The Rise of the Agent Economy: AI, Wallets, and the New Legal Frontier
The nascent 'agent economy' is seeing AI systems gain crypto wallets for autonomous on-chain transactions, creating a significant new legal frontier for asset ownership and liability.
The intersection of artificial intelligence and blockchain technology is birthing a new economic paradigm: the agent economy. This emerging ecosystem enables AI systems to possess their own crypto wallets, hold digital assets, and execute on-chain transactions autonomously. This development moves beyond AI as merely an analytical tool, transforming it into an economic actor capable of independent action.

MoonPay's recent launch of 'Agents' exemplifies this shift. This non-custodial infrastructure allows AI agents to create wallets, manage stablecoins, and transact on-chain without human intervention once funded. MoonPay CEO Ivan Soto-Wright noted that "AI agents can reason, but they cannot act economically without capital infrastructure." This capability unlocks automated trading, payments, and interactions with decentralized finance (DeFi) protocols directly by algorithms. The World Economic Forum projects the AI agent sector could reach $236 billion by 2034, driven by "agentic commerce" and AI-powered tools.
Legal Quandaries of Autonomous AI Wallets
While the technical infrastructure for an agent economy is rapidly falling into place, the legal and regulatory frameworks are lagging. Electric Capital’s Avichal Garg highlighted this disconnect, posing a fundamental question: "What happens if there’s not a human behind it at all? It’s some piece of code that owns a wallet, executing code to make more money… How does liability work in that case? I actually don’t know."
Crypto's inherent programmability, instant settlement, and global accessibility facilitate this shift in a way traditional finance cannot. The ability for software to both "think and transact" creates a new class of economic participants. Garg drew parallels to the 19th-century creation of the limited liability corporation, a legal innovation that unlocked industrial-scale growth by enabling pooled capital. Similarly, autonomous AI agents could dramatically lower the cost of economic participation, allowing individuals with minimal capital to create significant value.
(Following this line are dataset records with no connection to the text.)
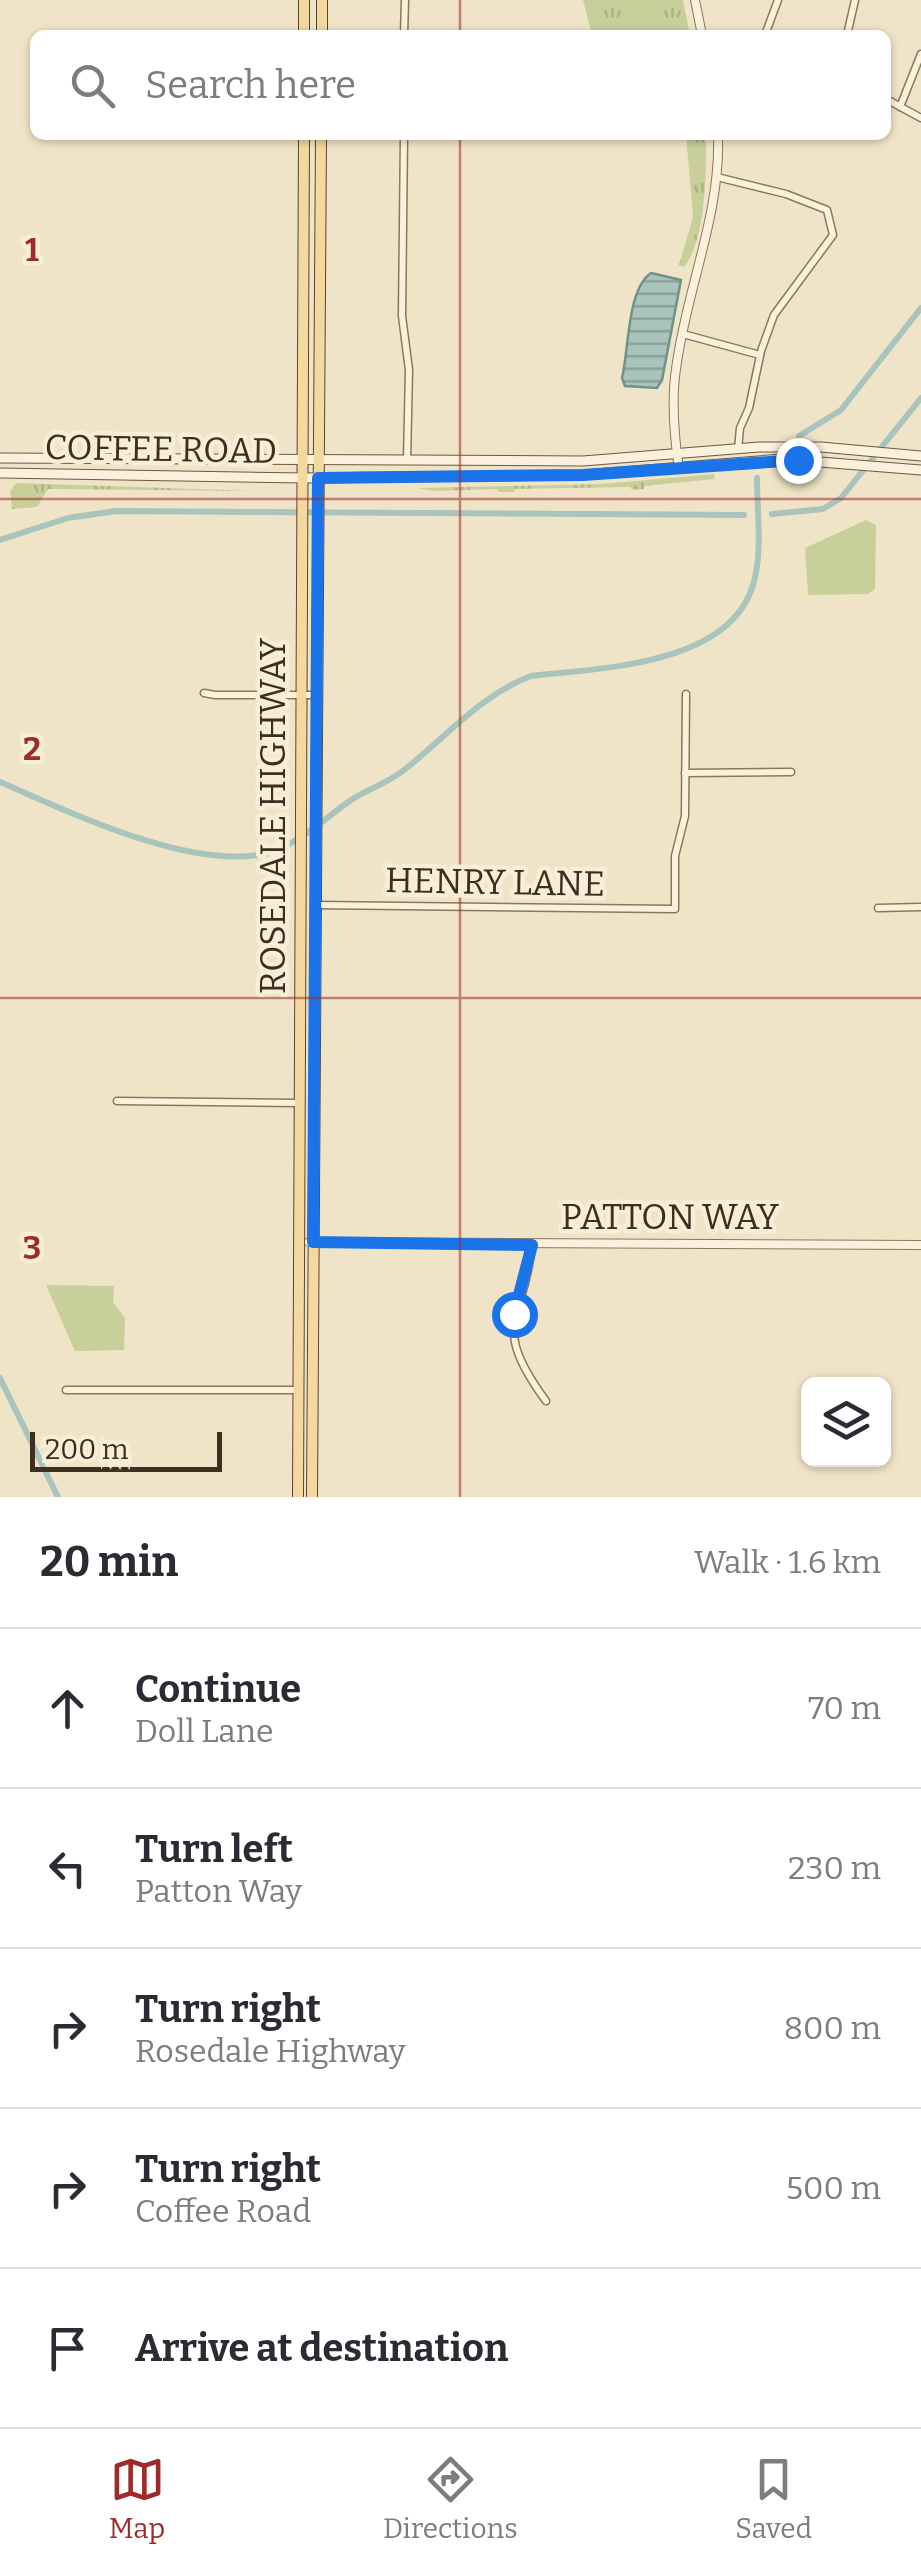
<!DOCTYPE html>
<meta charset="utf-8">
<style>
body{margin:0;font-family:Bitter,serif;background:#f2f2f3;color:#2b2b33}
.controls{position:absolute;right:30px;bottom:30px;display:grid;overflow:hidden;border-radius:15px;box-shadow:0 2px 8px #0004}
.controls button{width:90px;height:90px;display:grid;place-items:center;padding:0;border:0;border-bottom:2px solid #e1e1e2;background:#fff;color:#2b2b33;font:50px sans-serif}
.scale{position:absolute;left:30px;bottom:25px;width:192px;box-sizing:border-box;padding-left:10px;border:5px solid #3d2e20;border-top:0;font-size:28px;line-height:35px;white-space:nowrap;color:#3d2e20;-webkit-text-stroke:8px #f7eed8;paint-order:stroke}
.stop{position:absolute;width:30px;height:30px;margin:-22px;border:8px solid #1a73e8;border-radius:50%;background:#fff}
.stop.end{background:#1a73e8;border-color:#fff;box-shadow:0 2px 10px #0008}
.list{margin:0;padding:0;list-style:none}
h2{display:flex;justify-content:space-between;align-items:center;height:130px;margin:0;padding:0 40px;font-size:42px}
h2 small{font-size:32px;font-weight:400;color:#7c7c81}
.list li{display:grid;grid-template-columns:65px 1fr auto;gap:30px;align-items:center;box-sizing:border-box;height:160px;padding:0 40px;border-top:2px solid #e1e1e2}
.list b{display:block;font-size:38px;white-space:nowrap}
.list p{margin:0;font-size:32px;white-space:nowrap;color:#7c7c81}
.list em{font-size:32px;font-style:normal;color:#7c7c81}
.icon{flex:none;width:55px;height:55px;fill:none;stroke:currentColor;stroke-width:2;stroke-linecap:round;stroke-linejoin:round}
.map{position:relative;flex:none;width:921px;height:1497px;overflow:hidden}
.search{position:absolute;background:#fff;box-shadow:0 2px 8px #0004;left:30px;right:30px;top:30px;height:110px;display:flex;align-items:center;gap:25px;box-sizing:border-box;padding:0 35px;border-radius:15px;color:#7c7c81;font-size:38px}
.sheet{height:930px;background:#fff}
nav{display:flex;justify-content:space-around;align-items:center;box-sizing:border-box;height:140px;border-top:2px solid #e1e1e2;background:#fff;font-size:28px;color:#7c7c81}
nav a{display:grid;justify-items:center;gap:5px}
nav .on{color:#9e2a2b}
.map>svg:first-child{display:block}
.grass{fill:url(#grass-tufts)}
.pitch{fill:#c9cf9b}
.water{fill:url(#water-rules);stroke:#6f938a;stroke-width:2.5}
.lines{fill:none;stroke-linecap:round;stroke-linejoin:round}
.canal{stroke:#a9c4bc;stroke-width:6}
.minor-casing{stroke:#8d765c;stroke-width:9}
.tertiary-casing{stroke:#8d765c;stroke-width:10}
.secondary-casing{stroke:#6f573f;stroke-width:11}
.primary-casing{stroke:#5b4430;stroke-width:12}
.minor{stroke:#faf1dc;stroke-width:6}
.tertiary{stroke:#faf1dc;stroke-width:8}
.secondary{stroke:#faf1dc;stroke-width:9}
.primary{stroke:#f3d9a0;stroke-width:10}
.route{stroke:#1a73e8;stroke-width:12}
.grid{fill:none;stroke:#9e2a2b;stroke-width:2.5;stroke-opacity:0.55}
.labels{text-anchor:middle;stroke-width:9;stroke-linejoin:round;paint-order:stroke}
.street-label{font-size:35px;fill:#3d2e20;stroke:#f7eed8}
.grid-label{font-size:32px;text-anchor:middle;font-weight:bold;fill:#9e2a2b;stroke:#f7eed8;stroke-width:9;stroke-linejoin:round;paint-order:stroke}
</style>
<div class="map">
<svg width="921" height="1497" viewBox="0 0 921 1497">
<defs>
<pattern id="grass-tufts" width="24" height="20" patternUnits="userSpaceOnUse" patternTransform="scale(2.5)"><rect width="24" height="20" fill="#c9cf9b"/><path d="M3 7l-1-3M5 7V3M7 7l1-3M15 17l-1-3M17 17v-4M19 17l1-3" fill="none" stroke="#aeb285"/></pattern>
<pattern id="water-rules" width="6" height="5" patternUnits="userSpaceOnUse" patternTransform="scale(2.5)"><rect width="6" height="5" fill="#a9c4bc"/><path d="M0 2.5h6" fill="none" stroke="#8ba098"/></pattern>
</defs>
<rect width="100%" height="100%" fill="#f0e4c8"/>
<g class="grass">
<polygon points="583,0 683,0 690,35 592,35"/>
<path d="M 686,135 L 706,135 C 706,172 707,237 684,267 L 679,265 L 693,217 Z"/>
<polygon points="714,474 715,479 644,486 644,489 632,490 630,487 515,489 514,492 499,492 497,489 435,491 417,488 602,484"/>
<polygon points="16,483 257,491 48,489 37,507 12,509 10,491"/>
</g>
<g class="pitch">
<polygon points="866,520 876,525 875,589 868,594 808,595 805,548"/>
<polygon points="46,1285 114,1286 113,1302 125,1318 124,1350 75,1351"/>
</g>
<path class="water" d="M 651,273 L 681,280 L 662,380 L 657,388 L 625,386 L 622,378 C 629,350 627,289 651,273 Z"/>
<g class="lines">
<g class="canal">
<polyline points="799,436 841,410 921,308"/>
<polyline points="772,514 823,509 841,498 921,398"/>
<polyline points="0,540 68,518 116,511 744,515"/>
<path d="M 0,782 C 70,812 192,872 268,853 C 299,844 325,818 351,800 C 368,789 388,783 404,770 C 445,738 482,694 531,676 C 599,668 729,666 753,585 C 763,553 757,512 757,478"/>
<polyline points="0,1378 58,1497"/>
</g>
<defs>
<g id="minor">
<polyline points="404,35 405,0"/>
<polyline points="765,35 778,0"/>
<polyline points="847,35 855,0"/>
<polyline points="886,99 921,118"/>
<polyline points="900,107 921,54"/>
<polyline points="404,135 402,316 409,370 407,460"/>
<polyline points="717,177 786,194 827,210 833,235 774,315 761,351 749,408 740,428 738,449"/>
<polyline points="683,334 760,355"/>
<polyline points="204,693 215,695 316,695"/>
<polyline points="685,773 791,772"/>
<polyline points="315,905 675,909 675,856 685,816 686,694"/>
<polyline points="878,908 921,907"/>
<polyline points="117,1101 299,1103"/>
<path d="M 532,1245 C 524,1324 489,1323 546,1401"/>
<polyline points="66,1390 298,1390"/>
</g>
<g id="tertiary">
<polyline points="695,0 702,35"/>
<path d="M 679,469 C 674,435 671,402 676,369 C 686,290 721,215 718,135"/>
<polyline points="309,1242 921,1245"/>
</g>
<g id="secondary">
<polyline points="0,458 583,461 759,447 821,447 921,456"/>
<polyline points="0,473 303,478 583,475 782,459 921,470"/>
</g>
<g id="primary">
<polyline points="304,35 304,0"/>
<polyline points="322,35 322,0"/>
<polyline points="298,1497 304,135"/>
<polyline points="312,1497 321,135"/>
</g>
</defs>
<use href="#minor" class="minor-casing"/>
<use href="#tertiary" class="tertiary-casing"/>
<use href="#secondary" class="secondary-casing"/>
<use href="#primary" class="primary-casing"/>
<use href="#minor" class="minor"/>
<use href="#tertiary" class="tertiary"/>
<use href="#secondary" class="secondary"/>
<use href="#primary" class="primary"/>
</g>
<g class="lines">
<polyline class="route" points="514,1314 532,1245 313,1242 318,478 583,475 798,460"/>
</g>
<path class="grid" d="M 460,0 L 460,35M 460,135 L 460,1497M 0,499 L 921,499M 0,998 L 921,998"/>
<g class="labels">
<g class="street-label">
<text transform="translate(161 449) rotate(1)" y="12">COFFEE ROAD</text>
<text transform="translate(273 816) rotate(-90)" y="12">ROSEDALE HIGHWAY</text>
<text transform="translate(495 882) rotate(1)" y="12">HENRY LANE</text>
<text x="670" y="1229">PATTON WAY</text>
</g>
</g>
<g class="grid-label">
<text x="32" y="261">1</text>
<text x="32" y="760">2</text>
<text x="32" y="1259">3</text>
</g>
</svg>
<div class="controls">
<button><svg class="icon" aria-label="layers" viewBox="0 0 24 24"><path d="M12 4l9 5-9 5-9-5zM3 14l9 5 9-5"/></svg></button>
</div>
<div class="scale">200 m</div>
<div class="stop" style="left:514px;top:1314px"></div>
<div class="stop end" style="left:798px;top:460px"></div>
<div class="search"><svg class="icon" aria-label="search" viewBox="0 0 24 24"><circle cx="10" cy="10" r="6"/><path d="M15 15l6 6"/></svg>Search here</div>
</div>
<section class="sheet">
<h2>20 min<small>Walk · 1.6 km</small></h2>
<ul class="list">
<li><svg class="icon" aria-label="ahead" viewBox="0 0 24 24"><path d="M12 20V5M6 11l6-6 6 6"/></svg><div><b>Continue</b><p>Doll Lane</p></div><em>70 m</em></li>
<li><svg class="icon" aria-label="left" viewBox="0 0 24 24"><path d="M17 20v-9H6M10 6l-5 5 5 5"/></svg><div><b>Turn left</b><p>Patton Way</p></div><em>230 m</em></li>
<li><svg class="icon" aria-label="right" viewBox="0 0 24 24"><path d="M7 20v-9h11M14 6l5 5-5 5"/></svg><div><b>Turn right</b><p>Rosedale Highway</p></div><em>800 m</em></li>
<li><svg class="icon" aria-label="right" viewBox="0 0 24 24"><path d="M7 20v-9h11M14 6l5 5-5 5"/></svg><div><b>Turn right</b><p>Coffee Road</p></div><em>500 m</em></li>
<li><svg class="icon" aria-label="arrive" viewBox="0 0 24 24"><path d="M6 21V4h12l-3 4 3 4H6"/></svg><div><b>Arrive at destination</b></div></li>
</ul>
</section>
<nav>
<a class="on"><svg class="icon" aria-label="map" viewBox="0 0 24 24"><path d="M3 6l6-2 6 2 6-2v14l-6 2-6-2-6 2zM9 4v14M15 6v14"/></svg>Map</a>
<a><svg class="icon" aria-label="directions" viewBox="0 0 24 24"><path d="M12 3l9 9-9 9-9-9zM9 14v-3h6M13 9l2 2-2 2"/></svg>Directions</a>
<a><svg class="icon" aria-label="saved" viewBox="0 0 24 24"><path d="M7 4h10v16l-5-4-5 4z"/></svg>Saved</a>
</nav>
"You can’t punish an AI. You can turn them off, but they don’t care."
However, the question of enforcement remains unresolved. If autonomous agents begin trading, lending, hiring, and scaling businesses on-chain, lawmakers will face the unprecedented challenge of assigning liability when software acts independently. The legal implications of non-human entities owning assets and executing contracts represent a significant new frontier.

Prediction Markets Reflect Speculation on Future Liabilities
The broader market is already grappling with the implications of decentralized autonomous activity, albeit in a different context. Prediction markets, such as Polymarket, are seeing increased activity around speculative events, including upcoming crypto exposés. Users have wagered over $7 million on the target of an imminent investigation by on-chain sleuth ZachXBT, which alleges insider trading by employees of a "profitable business." While unrelated to AI agents, the surge in prediction market volume underscores a growing appetite for pricing and hedging discrete, future events, including potential regulatory or legal actions.
Citizens Bank estimates prediction markets are currently running at an annualized revenue rate above $3 billion, with a path to $10 billion by 2030. This growth reflects increasing institutional engagement and a maturation of market structure, moving prediction markets beyond their gambling roots. The evolution of these markets may eventually offer mechanisms to price the legal and financial risks associated with an increasingly autonomous, AI-driven digital economy.
For market participants, understanding the legal and ethical implications of AI agents will be as crucial as tracking their technical development. The coming years will likely see a convergence of legal innovation and technological advancement, shaping the future of digital asset ownership and liability.